**EXERCISE GOAL**
Within the entries below, find every line that has the string "Goździkowa", then copy it.

**EXTRACTED DATA**
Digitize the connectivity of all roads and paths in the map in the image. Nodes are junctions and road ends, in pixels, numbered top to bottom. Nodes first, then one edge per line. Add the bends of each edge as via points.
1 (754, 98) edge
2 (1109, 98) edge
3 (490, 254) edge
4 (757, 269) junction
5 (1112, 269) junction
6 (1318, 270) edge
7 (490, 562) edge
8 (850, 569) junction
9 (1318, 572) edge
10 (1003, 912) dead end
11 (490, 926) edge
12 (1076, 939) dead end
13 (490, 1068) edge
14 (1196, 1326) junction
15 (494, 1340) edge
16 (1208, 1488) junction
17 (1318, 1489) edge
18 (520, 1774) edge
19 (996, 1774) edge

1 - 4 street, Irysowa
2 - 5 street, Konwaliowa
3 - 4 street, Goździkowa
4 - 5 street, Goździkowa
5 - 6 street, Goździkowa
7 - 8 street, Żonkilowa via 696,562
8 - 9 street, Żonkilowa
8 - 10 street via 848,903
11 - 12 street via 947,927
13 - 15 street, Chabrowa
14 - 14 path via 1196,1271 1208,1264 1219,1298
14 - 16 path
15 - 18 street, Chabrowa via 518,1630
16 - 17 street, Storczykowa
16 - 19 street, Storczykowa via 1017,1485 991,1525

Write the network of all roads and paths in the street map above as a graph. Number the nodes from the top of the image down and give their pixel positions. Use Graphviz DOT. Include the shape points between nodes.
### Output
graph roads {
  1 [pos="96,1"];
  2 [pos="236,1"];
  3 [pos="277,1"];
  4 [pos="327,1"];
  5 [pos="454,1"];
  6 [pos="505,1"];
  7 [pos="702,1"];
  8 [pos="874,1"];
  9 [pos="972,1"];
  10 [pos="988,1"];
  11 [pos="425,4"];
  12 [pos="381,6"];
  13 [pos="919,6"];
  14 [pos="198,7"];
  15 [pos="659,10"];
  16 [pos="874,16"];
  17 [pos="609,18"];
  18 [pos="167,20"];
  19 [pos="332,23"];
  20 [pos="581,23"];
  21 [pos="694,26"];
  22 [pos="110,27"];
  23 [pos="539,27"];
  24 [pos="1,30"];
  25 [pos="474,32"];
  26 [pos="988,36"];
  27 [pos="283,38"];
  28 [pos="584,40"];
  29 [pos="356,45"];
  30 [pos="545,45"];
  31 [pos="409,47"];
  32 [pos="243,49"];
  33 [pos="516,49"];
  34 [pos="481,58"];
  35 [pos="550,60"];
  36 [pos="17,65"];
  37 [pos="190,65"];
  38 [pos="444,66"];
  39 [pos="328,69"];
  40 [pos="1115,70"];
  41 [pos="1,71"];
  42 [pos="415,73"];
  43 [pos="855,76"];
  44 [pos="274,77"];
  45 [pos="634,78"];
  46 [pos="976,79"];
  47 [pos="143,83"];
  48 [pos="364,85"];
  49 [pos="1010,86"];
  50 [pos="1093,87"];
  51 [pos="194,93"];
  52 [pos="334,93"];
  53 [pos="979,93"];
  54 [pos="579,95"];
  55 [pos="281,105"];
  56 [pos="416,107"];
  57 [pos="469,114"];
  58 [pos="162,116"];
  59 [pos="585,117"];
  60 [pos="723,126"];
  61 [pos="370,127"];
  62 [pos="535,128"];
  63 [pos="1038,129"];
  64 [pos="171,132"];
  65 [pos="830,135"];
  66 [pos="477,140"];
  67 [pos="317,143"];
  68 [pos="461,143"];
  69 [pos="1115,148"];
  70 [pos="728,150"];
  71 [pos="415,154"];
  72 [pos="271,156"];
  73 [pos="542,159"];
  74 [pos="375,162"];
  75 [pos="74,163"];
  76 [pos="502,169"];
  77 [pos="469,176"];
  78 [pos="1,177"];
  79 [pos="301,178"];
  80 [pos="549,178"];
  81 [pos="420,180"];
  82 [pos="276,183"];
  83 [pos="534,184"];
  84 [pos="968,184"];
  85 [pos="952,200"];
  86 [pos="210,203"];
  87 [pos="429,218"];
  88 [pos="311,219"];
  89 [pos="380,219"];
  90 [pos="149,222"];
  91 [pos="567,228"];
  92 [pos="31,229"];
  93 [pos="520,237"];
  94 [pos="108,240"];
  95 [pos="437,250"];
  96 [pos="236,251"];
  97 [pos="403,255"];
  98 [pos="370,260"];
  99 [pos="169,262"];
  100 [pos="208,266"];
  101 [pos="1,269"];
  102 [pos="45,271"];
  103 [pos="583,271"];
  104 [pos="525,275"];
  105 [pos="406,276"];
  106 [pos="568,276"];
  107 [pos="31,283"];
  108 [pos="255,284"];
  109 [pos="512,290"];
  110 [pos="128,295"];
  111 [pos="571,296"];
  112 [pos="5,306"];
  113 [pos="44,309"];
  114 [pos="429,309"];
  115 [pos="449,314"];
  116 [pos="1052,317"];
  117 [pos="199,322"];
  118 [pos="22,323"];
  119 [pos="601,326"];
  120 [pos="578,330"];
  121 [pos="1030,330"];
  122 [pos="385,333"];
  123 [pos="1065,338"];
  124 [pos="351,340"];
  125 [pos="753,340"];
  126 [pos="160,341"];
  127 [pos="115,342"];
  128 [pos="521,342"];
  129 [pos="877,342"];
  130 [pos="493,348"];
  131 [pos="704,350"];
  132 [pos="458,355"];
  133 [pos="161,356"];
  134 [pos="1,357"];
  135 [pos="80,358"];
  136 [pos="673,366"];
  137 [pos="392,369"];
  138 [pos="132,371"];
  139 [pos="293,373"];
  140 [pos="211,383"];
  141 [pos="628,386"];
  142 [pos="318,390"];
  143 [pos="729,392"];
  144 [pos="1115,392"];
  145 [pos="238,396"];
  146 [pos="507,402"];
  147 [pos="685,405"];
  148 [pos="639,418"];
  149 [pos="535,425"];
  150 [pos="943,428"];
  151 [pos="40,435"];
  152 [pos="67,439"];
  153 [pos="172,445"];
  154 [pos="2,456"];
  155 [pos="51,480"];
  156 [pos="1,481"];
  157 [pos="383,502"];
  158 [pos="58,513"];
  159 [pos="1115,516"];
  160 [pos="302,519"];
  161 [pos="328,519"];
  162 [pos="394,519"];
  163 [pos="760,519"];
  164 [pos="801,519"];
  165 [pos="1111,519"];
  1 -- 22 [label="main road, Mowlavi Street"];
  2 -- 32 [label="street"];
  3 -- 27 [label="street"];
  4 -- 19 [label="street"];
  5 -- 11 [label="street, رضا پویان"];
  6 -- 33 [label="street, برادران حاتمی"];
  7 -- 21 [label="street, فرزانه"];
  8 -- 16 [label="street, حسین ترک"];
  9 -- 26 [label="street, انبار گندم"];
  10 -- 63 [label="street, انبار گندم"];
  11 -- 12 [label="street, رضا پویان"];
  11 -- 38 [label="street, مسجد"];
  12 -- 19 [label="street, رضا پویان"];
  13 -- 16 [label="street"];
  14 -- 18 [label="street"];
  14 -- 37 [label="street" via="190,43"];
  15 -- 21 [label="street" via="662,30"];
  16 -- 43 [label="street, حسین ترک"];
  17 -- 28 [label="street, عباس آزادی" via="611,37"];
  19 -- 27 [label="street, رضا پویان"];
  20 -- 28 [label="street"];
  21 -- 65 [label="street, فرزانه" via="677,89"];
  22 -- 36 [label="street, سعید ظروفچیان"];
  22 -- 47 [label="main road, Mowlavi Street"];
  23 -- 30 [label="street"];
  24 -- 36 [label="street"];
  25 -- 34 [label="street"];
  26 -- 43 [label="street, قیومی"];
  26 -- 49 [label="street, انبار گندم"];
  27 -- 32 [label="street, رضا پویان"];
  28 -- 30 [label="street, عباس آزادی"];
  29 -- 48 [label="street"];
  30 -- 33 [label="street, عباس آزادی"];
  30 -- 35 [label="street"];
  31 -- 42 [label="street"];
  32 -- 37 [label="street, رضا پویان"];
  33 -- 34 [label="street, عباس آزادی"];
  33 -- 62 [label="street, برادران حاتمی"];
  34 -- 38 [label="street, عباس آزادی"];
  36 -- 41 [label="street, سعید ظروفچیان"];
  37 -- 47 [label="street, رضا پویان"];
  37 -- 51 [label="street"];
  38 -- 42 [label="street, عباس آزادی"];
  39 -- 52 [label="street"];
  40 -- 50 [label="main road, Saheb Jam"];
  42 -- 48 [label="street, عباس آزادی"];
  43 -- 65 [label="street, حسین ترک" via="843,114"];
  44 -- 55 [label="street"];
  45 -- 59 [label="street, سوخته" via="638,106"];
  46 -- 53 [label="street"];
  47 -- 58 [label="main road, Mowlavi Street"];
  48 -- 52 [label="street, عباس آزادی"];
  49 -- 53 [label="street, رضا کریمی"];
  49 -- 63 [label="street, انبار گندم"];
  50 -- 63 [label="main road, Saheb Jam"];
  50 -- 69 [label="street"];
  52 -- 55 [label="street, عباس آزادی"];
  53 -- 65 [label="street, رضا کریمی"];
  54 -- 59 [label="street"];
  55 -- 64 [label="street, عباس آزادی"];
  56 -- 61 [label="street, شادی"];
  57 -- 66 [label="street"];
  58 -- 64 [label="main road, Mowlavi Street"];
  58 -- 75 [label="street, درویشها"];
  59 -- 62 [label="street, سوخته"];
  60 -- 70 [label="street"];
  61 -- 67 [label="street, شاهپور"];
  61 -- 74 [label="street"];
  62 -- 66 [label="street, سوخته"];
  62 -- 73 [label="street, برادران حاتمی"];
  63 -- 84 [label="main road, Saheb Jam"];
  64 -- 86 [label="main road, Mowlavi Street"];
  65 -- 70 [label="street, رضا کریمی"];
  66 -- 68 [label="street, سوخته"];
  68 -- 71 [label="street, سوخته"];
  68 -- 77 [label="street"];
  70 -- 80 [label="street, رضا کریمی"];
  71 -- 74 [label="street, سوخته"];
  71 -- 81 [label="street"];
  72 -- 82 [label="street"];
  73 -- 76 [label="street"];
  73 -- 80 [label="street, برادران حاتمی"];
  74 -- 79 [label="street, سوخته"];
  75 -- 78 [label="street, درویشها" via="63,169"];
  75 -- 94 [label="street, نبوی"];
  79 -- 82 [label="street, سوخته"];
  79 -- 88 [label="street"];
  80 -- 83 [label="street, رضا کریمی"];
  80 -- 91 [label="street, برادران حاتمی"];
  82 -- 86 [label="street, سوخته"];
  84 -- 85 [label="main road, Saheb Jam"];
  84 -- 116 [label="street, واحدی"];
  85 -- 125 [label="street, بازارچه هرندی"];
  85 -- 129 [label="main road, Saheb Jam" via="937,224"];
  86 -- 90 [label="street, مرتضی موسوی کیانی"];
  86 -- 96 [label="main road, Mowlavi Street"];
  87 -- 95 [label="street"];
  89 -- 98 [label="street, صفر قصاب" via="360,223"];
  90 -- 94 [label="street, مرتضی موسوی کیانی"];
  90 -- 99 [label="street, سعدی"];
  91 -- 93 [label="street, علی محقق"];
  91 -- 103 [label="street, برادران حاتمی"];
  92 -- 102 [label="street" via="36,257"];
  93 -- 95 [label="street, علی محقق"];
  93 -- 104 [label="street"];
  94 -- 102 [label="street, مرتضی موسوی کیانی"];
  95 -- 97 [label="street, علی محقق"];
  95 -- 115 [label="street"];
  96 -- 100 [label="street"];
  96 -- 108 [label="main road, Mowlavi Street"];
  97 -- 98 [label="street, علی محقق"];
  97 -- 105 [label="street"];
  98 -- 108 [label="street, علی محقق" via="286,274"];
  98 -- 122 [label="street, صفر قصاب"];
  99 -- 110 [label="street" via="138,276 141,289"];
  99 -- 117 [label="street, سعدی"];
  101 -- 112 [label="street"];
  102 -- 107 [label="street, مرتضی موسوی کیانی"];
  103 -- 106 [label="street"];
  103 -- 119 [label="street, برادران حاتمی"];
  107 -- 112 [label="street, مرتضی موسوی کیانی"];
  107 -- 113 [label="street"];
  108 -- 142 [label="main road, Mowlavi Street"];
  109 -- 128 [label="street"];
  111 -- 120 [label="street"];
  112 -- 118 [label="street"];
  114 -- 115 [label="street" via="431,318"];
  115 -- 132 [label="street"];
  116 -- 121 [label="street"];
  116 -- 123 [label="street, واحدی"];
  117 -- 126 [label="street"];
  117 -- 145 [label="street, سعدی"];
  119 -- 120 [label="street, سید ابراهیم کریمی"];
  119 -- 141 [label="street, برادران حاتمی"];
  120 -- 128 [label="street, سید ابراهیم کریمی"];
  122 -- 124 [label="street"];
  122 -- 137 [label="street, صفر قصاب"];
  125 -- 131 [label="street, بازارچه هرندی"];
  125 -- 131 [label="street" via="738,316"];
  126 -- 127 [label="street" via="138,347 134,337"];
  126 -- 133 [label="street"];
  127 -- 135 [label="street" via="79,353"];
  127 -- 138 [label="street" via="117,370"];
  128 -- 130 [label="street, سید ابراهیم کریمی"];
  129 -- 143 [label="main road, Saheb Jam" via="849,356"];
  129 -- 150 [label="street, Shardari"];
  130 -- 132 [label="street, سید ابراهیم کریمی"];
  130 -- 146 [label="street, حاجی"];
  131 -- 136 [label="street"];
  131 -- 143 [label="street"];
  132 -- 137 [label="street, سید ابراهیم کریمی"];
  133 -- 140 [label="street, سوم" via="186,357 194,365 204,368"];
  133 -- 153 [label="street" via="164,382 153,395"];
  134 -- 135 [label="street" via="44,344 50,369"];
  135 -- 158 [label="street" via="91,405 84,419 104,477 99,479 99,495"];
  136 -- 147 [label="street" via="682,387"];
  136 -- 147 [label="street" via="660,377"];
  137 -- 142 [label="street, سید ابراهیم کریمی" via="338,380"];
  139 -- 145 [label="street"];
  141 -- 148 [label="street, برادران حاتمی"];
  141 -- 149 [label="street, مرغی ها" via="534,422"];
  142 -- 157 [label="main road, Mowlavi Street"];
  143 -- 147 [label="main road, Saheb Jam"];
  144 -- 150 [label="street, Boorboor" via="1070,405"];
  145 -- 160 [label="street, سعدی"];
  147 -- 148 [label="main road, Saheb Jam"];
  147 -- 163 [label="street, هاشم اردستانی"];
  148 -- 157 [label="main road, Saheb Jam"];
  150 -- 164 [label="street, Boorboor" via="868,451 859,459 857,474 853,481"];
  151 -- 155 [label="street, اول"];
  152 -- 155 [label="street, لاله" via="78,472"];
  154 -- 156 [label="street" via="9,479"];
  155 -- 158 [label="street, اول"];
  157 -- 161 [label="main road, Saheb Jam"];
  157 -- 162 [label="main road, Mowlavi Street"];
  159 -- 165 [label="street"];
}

**SOLVED EXERCISE**
3 - 4 street, Goździkowa
4 - 5 street, Goździkowa
5 - 6 street, Goździkowa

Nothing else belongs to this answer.